Чёлочка над маслинами глаз. Сухие скулы, глубокие выемки на щеках. Лицо безмятежности, черт бы его побрал. О чем же он думает, тощий коричневый карандаш?

Водитель поймал взгляд Шумлянского, улыбнулся открыто и широко, и произнес:

– My name is Ganesh. Welcome, ji. India – very niсe?

А, Ганеш – это же ихний бог с головой слона, с трудом припомнил Шумлянский. Бог богатства и праздника. Просто смешно. И чему это он так рад? Богат несметно. Я мог бы купить и его колымагу, и его самого на первые доллары, которые по прилёту на рупии разменял – Шумлянский насупился, ничего конкретно не отвечая, и будто бы отрицательно головой покачал.

– I very much love my country. You? India first time? – с надеждой продолжил водитель, и просиял очами из-за худого плеча, и сплюнул под рикшу то, что показалось Шумлянскому осколками битого кирпича.

Ещё не хватало, подумал Шумлянский и буркнул:

– Индия, гуд, Ганеш. Инглиш ноу, сорри. – Развел руками для убедительности, закрыл глаза, показывая, что разговор по душам окончен.

Моторикша остановилась, Шумлянский вздрогнул, открыл глаза. Пока он дремал, вместе с пылью под ноги внесло этикетку, наверное от мороженого, с крупным зеленым призывом “ENJOY!”. Альберт прикрыл саднящие веки. Индия атакует нещадно, даже во сне.

– Lotus Temple! – Гордо сказал водитель, упершись жилистым пальцем куда-то вверх, будто бы в потолок повозки. И соскользнул со своего сиденья в гущу разнообразных транспортных средств.

Шумлянский расправил затекшие ноги и выбрался вслед за ним.

– Lotus Temple! – Снова сказал Ганеш, улыбаясь с гордостью архитектора. Белоснежный каменный лотос лежал на индийской земле, как в добрых ладонях, и стремился отвесно вверх - в небо, дрожащее от жары.

Задушенный в проводах серый, гудящий город с надеждой теснился к храму, но морская волна не в силах коснуться горных вершин. Выстроенный из белого мрамора геометрически верный лотос, незапятнанный грязной земной игрой (они говорят – лилой) в любую секунду готов унести в своей сердцевине тех, кто способен молиться, к просторам внутренней тишины.

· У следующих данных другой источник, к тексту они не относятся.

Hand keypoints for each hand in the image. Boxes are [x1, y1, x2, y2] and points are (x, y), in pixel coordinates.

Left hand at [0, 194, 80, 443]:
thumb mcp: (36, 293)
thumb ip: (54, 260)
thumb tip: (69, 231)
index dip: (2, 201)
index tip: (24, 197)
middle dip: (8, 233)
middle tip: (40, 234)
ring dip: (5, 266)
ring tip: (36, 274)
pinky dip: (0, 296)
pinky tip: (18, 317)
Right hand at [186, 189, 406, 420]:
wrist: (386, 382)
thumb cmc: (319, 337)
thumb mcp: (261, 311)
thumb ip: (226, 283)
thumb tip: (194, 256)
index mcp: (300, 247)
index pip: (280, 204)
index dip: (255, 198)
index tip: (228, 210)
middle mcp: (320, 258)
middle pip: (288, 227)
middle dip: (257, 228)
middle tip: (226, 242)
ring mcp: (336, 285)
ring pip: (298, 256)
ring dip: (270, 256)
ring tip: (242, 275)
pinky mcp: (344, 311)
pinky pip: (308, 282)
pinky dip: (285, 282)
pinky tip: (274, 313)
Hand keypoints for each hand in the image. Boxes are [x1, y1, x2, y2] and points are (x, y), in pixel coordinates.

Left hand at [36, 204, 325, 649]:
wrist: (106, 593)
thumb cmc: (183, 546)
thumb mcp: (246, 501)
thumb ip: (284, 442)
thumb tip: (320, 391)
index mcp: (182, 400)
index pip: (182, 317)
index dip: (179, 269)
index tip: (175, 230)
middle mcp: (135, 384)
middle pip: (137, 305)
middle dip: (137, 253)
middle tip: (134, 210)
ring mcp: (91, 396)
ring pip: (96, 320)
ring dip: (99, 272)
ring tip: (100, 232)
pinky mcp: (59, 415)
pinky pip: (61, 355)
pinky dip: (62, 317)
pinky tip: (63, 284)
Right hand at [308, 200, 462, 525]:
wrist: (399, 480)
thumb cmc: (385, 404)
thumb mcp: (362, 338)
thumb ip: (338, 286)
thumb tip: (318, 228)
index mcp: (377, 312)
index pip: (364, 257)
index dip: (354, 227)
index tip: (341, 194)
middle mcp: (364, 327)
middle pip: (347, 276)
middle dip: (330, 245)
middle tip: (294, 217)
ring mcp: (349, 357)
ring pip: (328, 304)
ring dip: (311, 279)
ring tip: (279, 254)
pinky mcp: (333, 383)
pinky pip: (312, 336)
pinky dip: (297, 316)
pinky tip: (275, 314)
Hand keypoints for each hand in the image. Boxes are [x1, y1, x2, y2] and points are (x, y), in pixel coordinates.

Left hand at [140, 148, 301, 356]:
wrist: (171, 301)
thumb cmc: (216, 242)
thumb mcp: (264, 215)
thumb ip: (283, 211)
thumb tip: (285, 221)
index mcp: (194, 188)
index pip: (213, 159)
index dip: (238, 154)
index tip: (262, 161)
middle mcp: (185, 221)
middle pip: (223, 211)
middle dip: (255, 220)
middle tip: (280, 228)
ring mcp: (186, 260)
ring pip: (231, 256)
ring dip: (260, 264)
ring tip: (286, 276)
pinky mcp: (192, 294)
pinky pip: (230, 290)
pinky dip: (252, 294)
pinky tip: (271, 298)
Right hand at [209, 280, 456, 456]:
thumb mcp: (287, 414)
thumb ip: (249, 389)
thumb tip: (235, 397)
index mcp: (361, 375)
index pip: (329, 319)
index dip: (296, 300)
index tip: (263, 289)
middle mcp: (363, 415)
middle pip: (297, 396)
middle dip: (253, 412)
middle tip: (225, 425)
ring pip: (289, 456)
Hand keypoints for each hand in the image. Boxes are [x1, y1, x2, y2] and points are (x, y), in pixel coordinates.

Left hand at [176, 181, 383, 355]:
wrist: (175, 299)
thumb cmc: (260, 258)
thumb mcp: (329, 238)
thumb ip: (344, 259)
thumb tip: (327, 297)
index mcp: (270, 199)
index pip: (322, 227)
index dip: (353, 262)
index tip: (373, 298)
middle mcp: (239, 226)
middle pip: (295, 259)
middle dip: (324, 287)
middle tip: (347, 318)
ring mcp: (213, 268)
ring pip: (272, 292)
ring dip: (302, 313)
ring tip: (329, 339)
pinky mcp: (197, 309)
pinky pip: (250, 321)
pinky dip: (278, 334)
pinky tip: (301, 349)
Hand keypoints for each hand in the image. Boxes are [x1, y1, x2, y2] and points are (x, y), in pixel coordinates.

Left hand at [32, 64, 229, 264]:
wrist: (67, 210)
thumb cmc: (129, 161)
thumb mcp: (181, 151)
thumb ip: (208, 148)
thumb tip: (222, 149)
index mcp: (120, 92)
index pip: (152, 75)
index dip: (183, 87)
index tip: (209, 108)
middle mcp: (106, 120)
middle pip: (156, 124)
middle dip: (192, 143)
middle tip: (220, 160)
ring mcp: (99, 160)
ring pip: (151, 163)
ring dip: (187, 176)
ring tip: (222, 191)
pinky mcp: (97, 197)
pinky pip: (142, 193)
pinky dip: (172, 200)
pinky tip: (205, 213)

Водитель помог пассажиру легко пересечь дорогу. Он взял Альберта крепко за локоть одной рукой, другую выставил непреклонно в сторону, и бесстрашно рванулся наперерез потоку гудящих машин. Благополучно достигли другой обочины. Ганеша Альберта отпустил и пообещал, что дождется его возвращения, и бесследно исчез в потоке бегущих индийских частиц.

Лотус темпл. Что ж. Больше похоже на стадион. – Решил Альберт. И все-же не смог бы скрыть даже и от себя, что чуточку впечатлен.

Поток посетителей тек по огромной зеленой поляне к храму, и процесс попадания внутрь был строго определен. Первым делом пришлось снять обувь. Шумлянский Альберт, недоверчиво игнорируя специально сколоченные для шлёпанцев полочки, сунул свои сандалии в сумку и взял с собой. Затем полагалось подняться к одной из стеклянных больших дверей, ведущих в храм, и ждать, когда наберётся группа из десяти человек. Шумлянский вспомнил начальную школу и злую молоденькую учительницу, Марию, кажется, Леонидовну. Она брала в руки веревочку, на которой, как почки на тонкой ветке, висел весь класс. Так она сопровождала детей в столовую, чтобы не растерять их на поворотах и лестницах.